The bastard was good; Joe had to give him that. This was no common robber or cutthroat; he knew his business too well. He also had picked a stance and a position where it would be next to impossible to get him with vines, and there wasn't much else around, either, except maybe throwing rocks and sticks—and Joe knew just how little arm strength she had for that sort of thing.

 

"What would it get you?" Joe tried, hoping to stall while she thought of something.

 

"Satisfaction," the man responded. "In fact, I don't think I like stalling. You've used up your time, girlie." The sword arm came up a bit, the muscles tensed, and Joe, familiar with the stance and the move, had no doubt what was coming next.

 

"All right," Joe said, stepping into the clearing but away from the swordsman, out of easy reach. "So now what?"

 

The man obviously had some faerie sight; he didn't seem at all bothered by the nearly pitch darkness around them, and he stared carefully at the wood nymph.

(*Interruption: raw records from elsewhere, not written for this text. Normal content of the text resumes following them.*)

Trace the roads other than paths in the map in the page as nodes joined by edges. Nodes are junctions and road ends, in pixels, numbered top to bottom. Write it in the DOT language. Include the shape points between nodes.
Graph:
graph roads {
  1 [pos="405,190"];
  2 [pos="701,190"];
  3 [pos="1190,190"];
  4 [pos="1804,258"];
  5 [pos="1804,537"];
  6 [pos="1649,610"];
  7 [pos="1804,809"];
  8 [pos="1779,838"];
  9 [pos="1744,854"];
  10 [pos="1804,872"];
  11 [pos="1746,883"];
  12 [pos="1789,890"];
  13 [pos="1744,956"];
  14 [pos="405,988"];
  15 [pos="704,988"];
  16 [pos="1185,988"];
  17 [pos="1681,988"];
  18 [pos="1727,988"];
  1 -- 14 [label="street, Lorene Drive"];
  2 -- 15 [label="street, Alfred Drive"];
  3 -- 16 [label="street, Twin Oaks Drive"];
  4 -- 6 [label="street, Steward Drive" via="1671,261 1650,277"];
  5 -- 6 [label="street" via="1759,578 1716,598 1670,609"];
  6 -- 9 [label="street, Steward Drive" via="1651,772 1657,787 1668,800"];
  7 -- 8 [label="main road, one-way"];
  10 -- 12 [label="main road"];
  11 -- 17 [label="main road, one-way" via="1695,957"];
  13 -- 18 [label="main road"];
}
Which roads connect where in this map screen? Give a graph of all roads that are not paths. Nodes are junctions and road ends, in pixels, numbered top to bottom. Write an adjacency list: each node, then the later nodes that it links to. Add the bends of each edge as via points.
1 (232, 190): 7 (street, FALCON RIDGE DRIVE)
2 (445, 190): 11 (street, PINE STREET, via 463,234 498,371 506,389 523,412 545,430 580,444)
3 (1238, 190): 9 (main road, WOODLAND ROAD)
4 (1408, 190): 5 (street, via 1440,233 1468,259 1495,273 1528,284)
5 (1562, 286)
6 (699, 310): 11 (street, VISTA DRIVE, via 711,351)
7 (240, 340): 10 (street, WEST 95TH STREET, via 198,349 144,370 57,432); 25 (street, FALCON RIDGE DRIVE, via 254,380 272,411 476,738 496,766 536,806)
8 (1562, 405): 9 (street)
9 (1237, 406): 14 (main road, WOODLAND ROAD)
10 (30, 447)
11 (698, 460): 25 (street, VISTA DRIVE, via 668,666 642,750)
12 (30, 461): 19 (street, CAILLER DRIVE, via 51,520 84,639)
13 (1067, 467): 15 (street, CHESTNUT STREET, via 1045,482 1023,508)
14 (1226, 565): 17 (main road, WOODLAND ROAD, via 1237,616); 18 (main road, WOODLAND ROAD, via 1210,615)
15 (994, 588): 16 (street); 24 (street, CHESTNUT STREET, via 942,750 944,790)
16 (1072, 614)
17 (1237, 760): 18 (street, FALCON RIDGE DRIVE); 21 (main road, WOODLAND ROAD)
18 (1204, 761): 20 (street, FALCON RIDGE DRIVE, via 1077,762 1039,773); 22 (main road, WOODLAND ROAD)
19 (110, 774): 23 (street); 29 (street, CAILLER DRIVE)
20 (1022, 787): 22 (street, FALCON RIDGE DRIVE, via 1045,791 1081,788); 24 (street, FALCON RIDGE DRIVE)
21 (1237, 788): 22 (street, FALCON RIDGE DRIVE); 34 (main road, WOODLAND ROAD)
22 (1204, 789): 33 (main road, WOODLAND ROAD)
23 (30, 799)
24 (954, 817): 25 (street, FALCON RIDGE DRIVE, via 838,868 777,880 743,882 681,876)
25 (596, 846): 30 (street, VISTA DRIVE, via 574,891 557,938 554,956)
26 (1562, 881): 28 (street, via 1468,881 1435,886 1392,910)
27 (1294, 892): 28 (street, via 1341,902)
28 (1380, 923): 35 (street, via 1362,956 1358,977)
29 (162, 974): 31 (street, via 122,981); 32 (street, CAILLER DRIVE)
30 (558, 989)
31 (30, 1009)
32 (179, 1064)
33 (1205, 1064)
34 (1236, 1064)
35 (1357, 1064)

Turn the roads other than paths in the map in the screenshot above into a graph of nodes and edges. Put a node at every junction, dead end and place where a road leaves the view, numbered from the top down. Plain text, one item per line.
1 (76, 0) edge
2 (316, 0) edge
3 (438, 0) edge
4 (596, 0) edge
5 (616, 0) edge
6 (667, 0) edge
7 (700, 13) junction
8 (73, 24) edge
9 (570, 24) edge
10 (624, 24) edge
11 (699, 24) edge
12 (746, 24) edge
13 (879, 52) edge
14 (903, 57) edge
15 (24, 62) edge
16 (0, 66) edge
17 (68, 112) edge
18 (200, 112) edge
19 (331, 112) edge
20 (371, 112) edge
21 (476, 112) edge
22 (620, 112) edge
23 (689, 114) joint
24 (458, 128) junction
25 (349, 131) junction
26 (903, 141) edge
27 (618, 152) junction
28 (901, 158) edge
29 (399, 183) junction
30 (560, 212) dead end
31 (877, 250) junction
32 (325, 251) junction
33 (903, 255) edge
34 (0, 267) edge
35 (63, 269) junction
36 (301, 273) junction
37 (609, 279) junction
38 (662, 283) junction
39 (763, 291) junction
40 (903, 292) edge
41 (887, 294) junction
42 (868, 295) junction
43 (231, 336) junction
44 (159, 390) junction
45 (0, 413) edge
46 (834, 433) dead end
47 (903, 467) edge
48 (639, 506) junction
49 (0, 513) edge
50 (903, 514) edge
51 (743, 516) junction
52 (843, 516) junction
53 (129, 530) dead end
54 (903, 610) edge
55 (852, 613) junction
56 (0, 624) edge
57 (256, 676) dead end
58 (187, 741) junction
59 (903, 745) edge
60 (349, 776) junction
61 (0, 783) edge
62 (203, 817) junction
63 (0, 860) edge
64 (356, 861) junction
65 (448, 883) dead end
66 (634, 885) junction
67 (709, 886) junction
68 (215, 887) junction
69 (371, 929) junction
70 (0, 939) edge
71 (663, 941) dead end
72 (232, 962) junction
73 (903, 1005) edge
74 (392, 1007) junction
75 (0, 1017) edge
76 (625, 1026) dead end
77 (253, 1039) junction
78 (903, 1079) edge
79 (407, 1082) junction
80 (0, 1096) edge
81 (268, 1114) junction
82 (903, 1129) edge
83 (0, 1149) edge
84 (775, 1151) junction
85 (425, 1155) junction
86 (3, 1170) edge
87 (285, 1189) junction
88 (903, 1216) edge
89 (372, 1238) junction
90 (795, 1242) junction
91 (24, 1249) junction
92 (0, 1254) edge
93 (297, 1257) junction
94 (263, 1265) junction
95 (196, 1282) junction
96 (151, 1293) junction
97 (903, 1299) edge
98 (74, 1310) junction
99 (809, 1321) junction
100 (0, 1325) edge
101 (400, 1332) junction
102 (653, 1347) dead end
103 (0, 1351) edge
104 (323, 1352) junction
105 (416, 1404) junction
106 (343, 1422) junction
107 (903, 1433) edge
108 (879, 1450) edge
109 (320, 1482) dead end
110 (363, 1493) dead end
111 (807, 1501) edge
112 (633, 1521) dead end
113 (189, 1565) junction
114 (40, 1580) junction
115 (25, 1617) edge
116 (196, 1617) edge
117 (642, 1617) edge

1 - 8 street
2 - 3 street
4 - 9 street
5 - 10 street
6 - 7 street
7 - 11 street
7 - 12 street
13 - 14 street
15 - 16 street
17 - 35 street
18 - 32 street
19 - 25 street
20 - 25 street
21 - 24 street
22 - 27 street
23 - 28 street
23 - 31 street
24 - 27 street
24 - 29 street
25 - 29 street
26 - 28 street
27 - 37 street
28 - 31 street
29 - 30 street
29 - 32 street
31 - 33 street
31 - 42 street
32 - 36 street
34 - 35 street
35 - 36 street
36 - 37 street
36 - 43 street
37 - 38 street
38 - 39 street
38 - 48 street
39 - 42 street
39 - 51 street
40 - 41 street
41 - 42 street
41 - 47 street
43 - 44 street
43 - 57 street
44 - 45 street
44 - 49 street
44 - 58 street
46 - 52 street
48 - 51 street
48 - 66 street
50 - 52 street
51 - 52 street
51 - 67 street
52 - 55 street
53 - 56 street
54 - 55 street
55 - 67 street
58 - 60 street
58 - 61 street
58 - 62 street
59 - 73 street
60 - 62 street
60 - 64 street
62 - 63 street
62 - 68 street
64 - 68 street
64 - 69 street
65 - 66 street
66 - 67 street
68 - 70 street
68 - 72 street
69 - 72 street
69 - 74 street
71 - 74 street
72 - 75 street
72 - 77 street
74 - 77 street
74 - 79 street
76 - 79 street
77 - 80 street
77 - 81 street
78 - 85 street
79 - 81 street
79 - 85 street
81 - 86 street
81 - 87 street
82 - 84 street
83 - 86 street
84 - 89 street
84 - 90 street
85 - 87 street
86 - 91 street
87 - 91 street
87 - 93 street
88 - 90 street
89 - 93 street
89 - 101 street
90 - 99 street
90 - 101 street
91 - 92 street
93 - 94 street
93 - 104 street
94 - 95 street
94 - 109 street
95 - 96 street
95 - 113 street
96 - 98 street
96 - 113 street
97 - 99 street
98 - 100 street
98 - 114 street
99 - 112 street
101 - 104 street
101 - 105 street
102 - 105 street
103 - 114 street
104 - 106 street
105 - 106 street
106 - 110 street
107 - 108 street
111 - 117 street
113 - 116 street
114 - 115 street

The kind of bravado and guts she was showing, as well as quick thinking, was beyond most nymphs of any stripe, but aside from this one being a bit taller and having if anything an even more inhumanly exaggerated set of proportions than the usual, she didn't look all that different.

 

"I guess you didn't hear me," the man growled with a kind of confident, even smug tone. "I didn't ask you to come out. I said you had to stop me."

 

The sword hand moved, and Joe sprang at him without even thinking, leaping over the distance and hitting him in the chest. Since he stood maybe five-ten and weighed a hundred seventy pounds or so, he was a brick wall to her four-foot-eight, perhaps eighty-pound bulk, but it was enough to knock him back and break his sword motion.

 

To him it had been a solid punch; to Joe it was that whole brick wall and it hurt like hell, and she fell onto the ground, slightly dazed.

 

He was over her with the sword before she got back her bearings.

 

He put out the tip of the sword and touched her left shoulder, and there was a
hissing sound where metal met faerie flesh, as if the sword were not solid at all but some kind of horribly caustic acid, and an acrid smell of boiling flesh and a tiny whiff of white smoke came from the wound.

 

"You know, it's gonna be a shame to kill you," he said, almost sounding as if he meant it. "Never saw a nymph with this much guts. Can't have you doggin' me and threatenin' my back, though, or callin' in some damned army or the cops. Good-bye, girlie," he added, and plunged the iron sword deep into her, making a horrible gash along her entire breastplate, probably all the way down to her back.